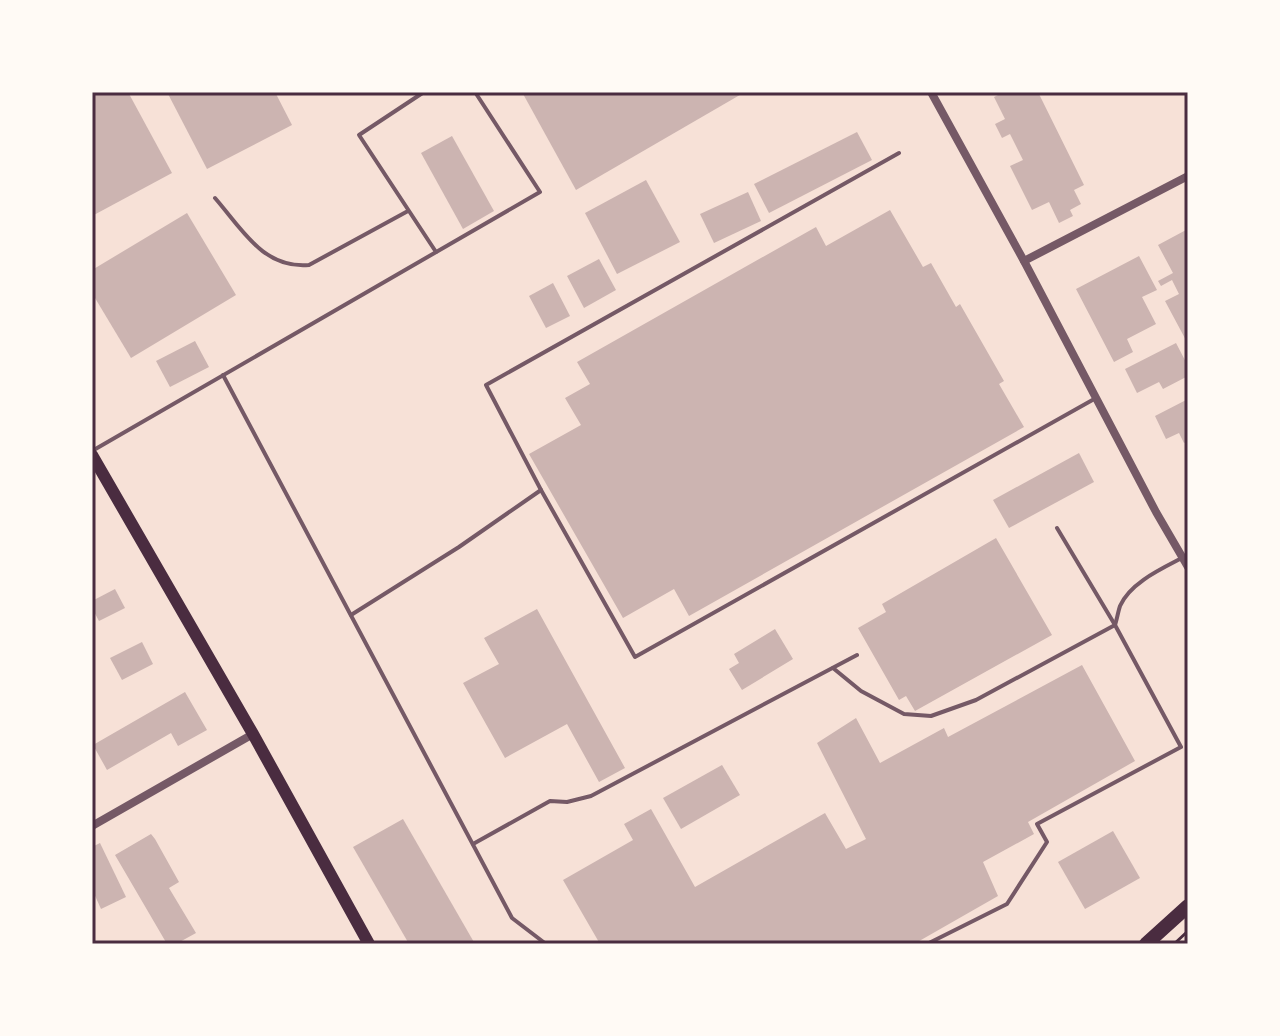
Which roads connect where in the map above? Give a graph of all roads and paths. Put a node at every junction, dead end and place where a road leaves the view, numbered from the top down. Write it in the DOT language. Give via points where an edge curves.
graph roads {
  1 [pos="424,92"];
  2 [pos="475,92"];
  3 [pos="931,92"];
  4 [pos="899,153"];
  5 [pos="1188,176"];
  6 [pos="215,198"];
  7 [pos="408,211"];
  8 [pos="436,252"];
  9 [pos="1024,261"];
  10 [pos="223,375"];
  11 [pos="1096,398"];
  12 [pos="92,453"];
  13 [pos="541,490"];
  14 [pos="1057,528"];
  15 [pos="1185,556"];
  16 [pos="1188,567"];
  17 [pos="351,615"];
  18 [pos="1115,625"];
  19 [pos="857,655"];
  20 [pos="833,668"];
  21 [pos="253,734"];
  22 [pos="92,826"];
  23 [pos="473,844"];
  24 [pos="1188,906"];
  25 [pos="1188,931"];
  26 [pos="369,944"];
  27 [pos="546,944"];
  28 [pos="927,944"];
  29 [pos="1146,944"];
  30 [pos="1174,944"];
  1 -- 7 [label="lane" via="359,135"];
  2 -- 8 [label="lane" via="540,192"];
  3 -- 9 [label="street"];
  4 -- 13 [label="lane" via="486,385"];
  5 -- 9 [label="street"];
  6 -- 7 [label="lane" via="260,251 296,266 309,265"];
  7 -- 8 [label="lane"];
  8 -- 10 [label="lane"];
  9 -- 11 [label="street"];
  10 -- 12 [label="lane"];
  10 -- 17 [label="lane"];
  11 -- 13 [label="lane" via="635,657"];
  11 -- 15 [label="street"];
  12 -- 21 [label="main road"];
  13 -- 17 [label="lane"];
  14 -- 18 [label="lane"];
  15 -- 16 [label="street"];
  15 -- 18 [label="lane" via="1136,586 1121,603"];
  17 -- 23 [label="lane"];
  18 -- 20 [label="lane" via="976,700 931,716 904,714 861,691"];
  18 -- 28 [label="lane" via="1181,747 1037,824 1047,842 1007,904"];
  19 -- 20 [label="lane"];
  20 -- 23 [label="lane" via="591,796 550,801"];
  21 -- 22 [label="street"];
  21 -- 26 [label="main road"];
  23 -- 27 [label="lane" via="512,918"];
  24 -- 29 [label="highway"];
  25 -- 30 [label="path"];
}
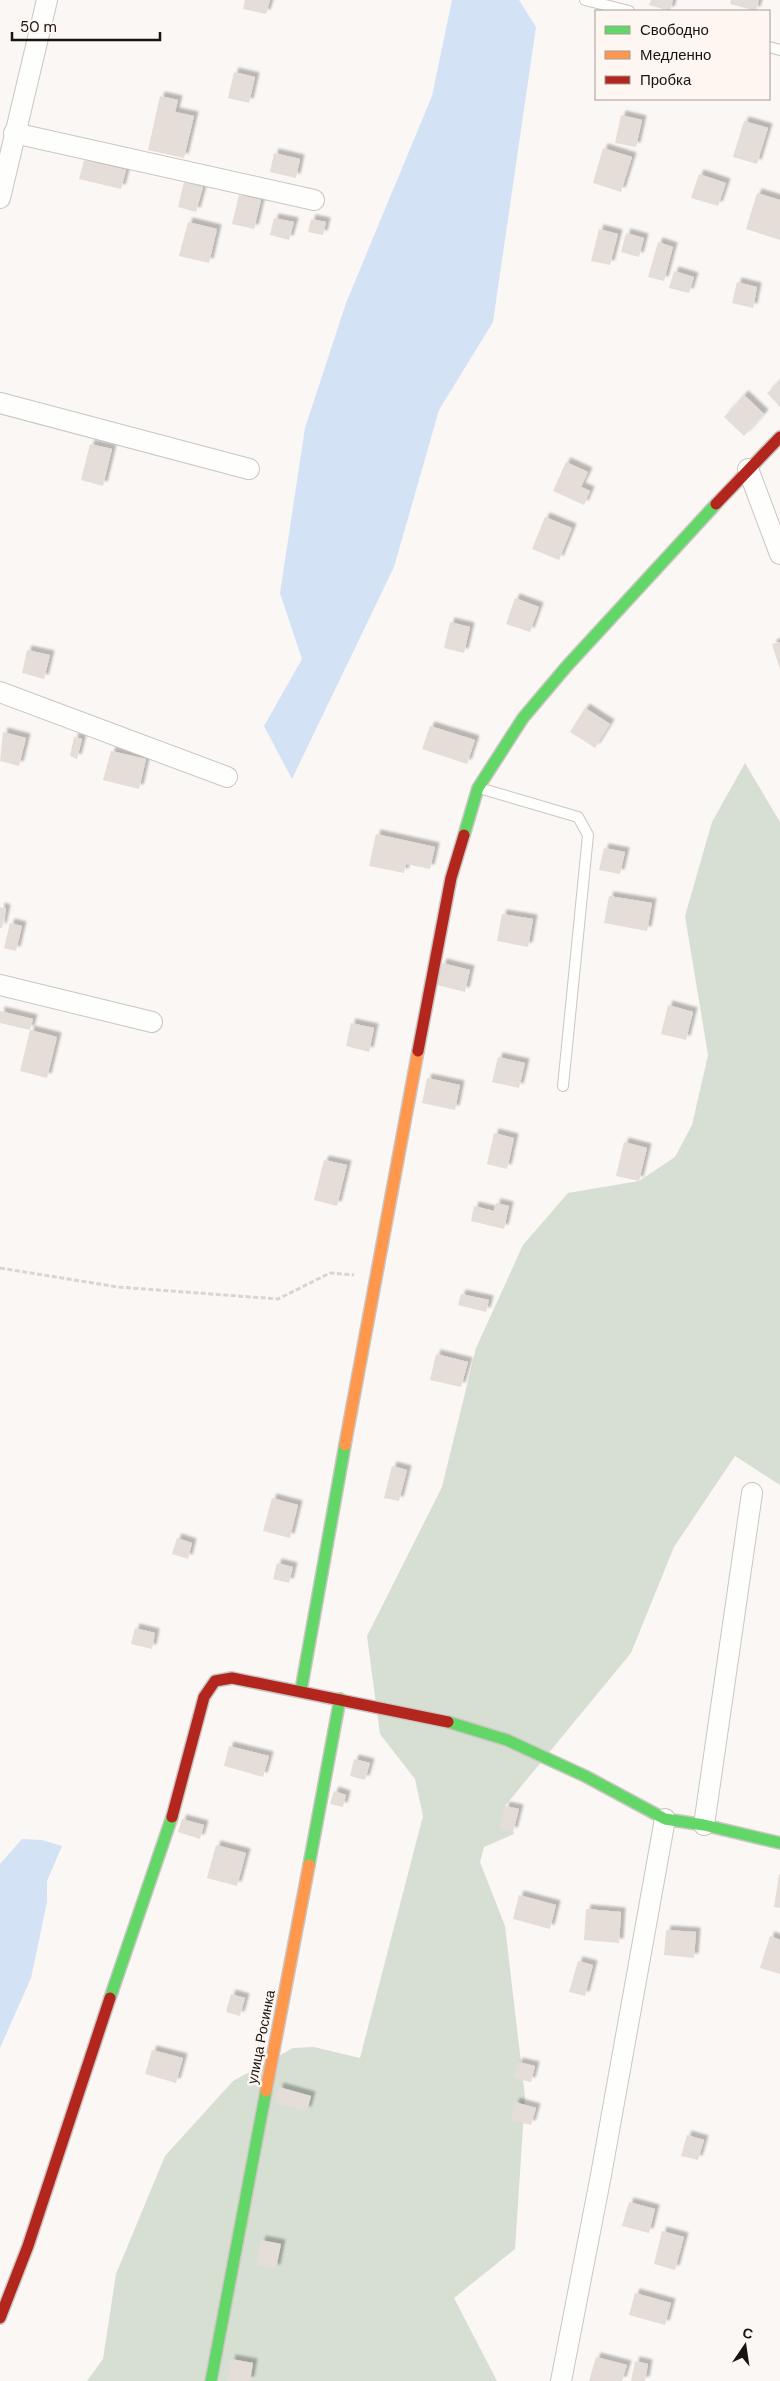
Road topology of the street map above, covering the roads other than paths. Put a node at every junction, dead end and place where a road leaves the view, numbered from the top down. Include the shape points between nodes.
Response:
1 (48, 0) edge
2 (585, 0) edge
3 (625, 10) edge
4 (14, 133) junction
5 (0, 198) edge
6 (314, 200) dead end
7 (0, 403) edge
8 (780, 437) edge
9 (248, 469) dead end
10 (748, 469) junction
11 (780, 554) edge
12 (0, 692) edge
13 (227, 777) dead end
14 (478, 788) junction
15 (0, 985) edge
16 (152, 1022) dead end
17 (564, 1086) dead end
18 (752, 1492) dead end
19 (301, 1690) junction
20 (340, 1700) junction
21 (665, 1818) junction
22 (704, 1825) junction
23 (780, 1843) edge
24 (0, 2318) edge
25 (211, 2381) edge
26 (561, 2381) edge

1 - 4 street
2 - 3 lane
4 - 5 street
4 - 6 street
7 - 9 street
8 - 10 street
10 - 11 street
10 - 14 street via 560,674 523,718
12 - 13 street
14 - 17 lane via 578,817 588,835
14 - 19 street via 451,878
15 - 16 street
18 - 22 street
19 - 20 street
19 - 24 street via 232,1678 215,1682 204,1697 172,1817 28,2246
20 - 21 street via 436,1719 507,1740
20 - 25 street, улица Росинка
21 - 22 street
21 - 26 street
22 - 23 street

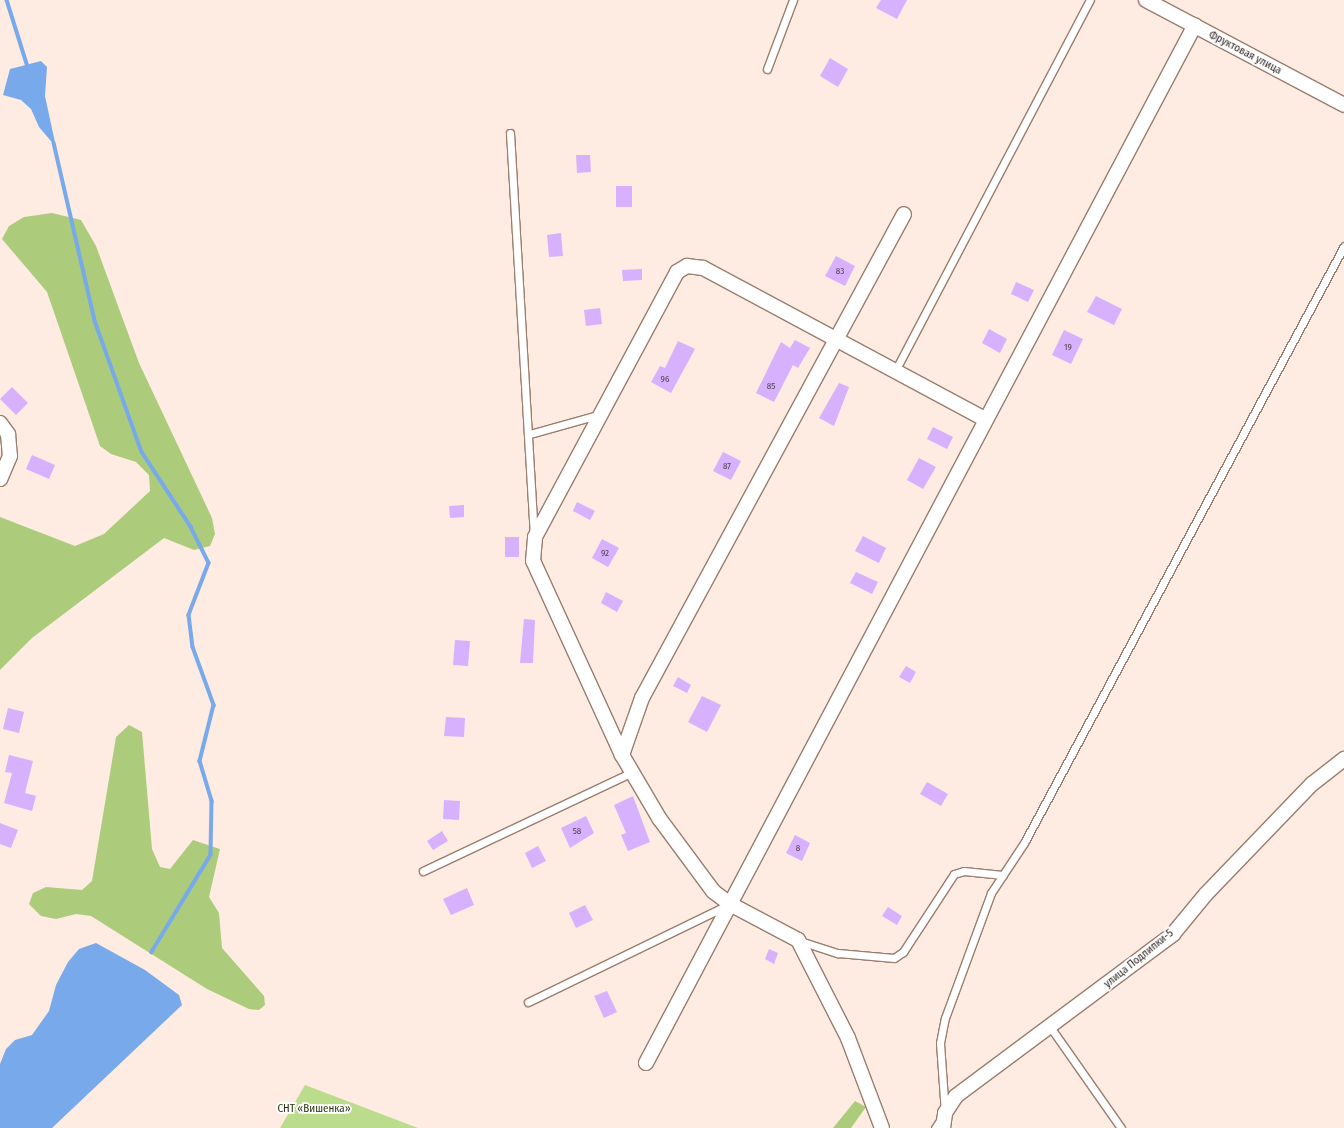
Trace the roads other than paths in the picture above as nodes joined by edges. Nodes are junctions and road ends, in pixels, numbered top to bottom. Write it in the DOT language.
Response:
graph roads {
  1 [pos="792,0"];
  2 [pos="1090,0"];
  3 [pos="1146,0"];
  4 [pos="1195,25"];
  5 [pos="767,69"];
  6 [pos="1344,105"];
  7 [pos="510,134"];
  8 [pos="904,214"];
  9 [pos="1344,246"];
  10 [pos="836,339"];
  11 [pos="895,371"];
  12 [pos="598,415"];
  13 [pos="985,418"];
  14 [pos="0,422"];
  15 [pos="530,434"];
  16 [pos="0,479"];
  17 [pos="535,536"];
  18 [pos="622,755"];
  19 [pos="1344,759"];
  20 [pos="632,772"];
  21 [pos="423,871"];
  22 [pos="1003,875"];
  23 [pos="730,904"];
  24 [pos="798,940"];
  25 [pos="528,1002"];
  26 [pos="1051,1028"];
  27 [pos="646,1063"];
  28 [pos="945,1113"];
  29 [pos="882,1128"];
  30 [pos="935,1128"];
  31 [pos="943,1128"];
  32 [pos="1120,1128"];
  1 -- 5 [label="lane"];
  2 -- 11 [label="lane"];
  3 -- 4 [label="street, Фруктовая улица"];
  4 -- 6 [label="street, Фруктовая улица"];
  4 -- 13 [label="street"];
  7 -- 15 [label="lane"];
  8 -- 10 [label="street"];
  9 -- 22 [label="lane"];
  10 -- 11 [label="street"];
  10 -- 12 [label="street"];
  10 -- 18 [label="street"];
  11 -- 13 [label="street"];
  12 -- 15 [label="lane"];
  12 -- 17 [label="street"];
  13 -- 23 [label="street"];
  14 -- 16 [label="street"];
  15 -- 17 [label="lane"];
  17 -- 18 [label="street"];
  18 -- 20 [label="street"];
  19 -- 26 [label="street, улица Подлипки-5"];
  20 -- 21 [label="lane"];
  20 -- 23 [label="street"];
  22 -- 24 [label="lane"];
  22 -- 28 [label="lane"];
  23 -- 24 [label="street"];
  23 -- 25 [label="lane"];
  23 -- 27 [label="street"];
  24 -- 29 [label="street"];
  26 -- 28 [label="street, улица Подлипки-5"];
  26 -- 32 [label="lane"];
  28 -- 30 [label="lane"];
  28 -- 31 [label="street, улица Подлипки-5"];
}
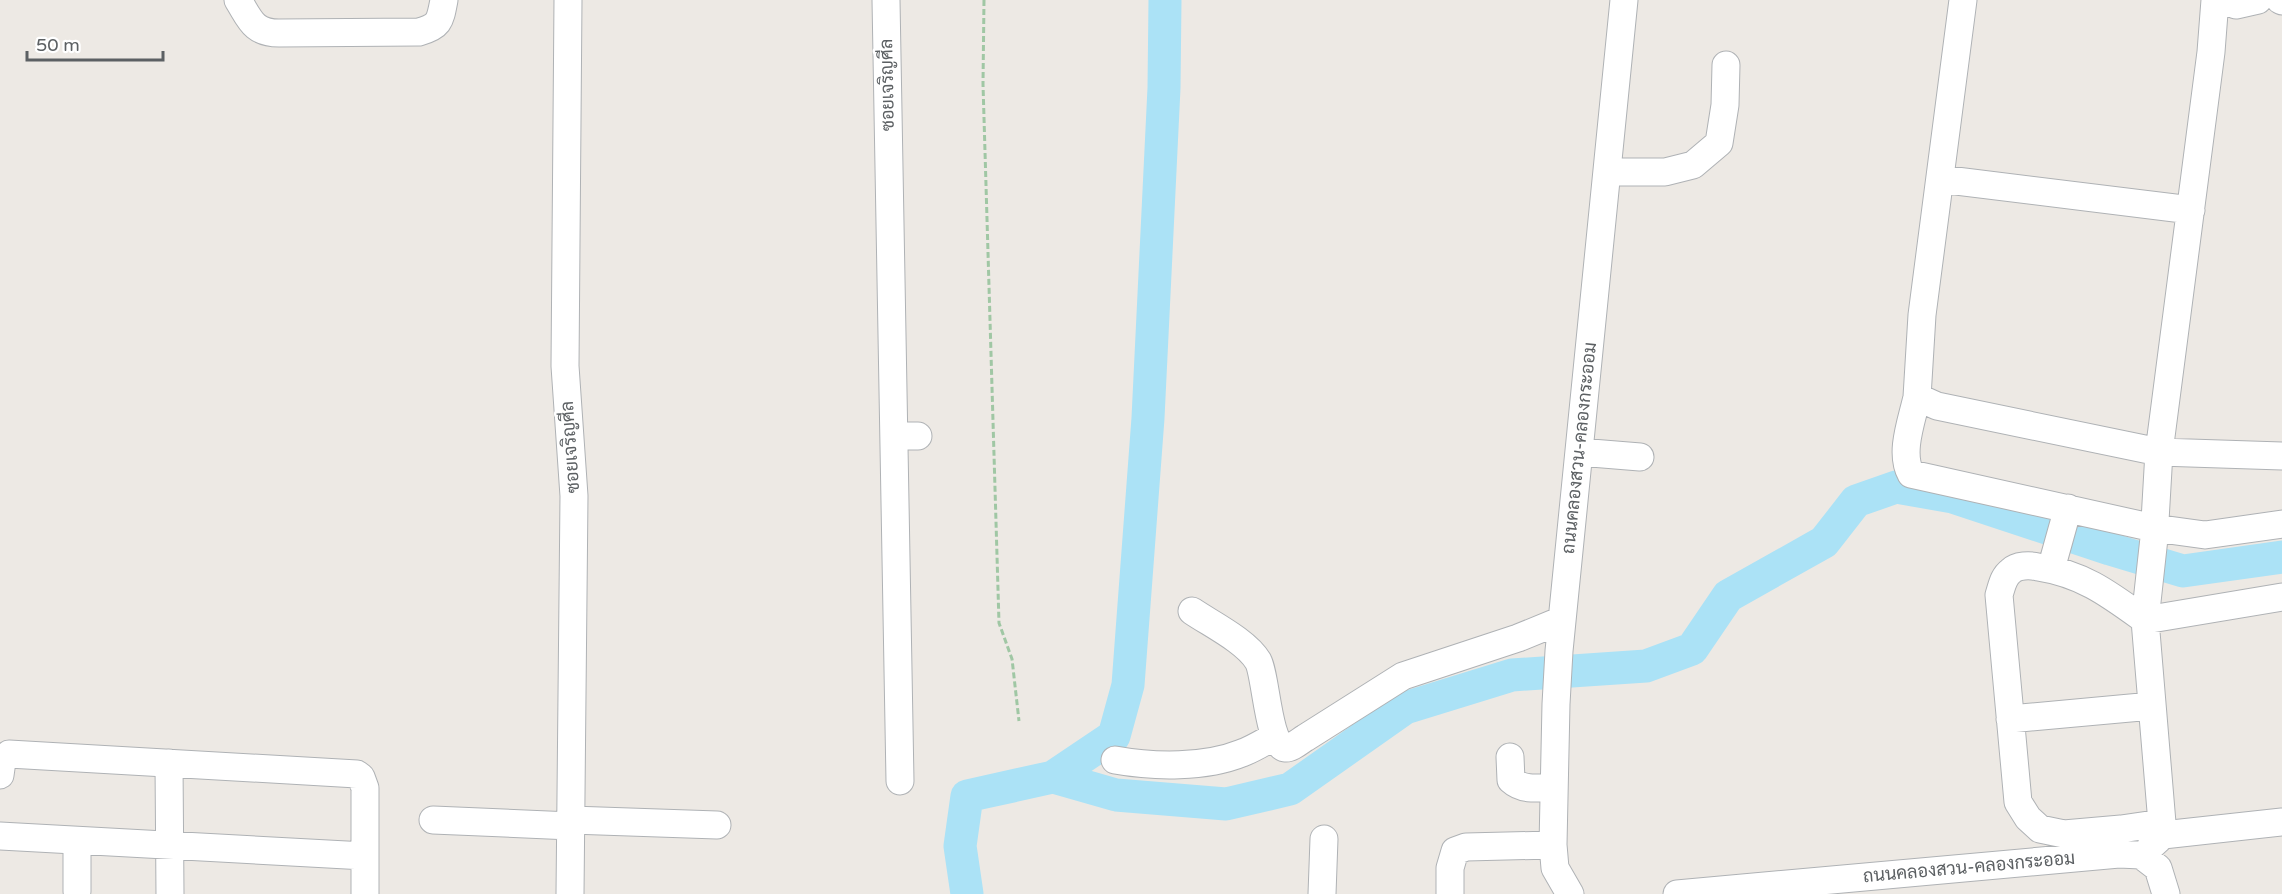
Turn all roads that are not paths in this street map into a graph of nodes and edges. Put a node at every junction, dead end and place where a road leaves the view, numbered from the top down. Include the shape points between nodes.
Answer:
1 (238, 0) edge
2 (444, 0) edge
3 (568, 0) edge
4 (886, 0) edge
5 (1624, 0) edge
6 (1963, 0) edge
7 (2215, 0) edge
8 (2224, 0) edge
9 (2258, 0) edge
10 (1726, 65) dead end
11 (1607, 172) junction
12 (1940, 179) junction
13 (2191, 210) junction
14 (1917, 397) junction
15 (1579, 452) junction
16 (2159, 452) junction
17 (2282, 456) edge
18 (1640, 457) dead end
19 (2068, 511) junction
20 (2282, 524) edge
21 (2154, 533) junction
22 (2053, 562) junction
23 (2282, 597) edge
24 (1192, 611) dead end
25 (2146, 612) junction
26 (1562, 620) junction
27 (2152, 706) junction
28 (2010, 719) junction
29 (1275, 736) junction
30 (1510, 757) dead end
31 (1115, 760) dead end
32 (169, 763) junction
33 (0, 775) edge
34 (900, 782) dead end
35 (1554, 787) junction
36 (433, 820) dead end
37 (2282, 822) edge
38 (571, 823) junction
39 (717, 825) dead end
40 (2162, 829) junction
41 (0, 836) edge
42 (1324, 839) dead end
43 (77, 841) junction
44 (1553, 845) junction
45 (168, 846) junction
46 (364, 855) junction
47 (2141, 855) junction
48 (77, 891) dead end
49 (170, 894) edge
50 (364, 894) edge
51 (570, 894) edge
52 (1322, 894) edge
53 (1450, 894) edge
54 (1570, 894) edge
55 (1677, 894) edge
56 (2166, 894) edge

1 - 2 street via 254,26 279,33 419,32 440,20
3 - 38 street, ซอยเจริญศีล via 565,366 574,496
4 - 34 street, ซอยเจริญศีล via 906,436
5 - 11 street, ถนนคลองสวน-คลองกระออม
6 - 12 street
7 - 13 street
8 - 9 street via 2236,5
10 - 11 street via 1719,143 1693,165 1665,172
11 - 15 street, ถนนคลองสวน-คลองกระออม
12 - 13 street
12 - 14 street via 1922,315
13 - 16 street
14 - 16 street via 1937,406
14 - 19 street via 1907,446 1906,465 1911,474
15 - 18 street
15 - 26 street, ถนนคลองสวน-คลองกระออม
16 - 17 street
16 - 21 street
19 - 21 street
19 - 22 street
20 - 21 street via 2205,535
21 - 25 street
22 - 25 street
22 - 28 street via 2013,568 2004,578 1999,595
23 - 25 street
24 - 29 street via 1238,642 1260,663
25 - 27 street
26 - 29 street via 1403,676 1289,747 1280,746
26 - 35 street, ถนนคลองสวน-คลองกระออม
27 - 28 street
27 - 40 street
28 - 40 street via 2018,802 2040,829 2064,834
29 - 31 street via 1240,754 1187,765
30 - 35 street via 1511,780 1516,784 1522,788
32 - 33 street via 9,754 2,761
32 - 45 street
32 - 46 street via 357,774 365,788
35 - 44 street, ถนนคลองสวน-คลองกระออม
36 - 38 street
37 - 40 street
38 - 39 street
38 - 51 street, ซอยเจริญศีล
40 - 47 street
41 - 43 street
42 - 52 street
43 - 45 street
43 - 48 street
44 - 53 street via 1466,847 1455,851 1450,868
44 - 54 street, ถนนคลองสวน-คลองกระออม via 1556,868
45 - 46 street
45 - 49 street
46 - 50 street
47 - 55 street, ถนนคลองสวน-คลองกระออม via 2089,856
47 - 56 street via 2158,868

- [TASK PROMPT]: Go line by line through the data, copying each one that contains the word "between".

- [RESPONSE BOX]:
Road topology of the street map above, covering the roads other than paths. Put a node at every junction, dead end and place where a road leaves the view, numbered from the top down. Include the shape points between nodes.
Turn all roads that are not paths in this street map into a graph of nodes and edges. Put a node at every junction, dead end and place where a road leaves the view, numbered from the top down. Include the shape points between nodes.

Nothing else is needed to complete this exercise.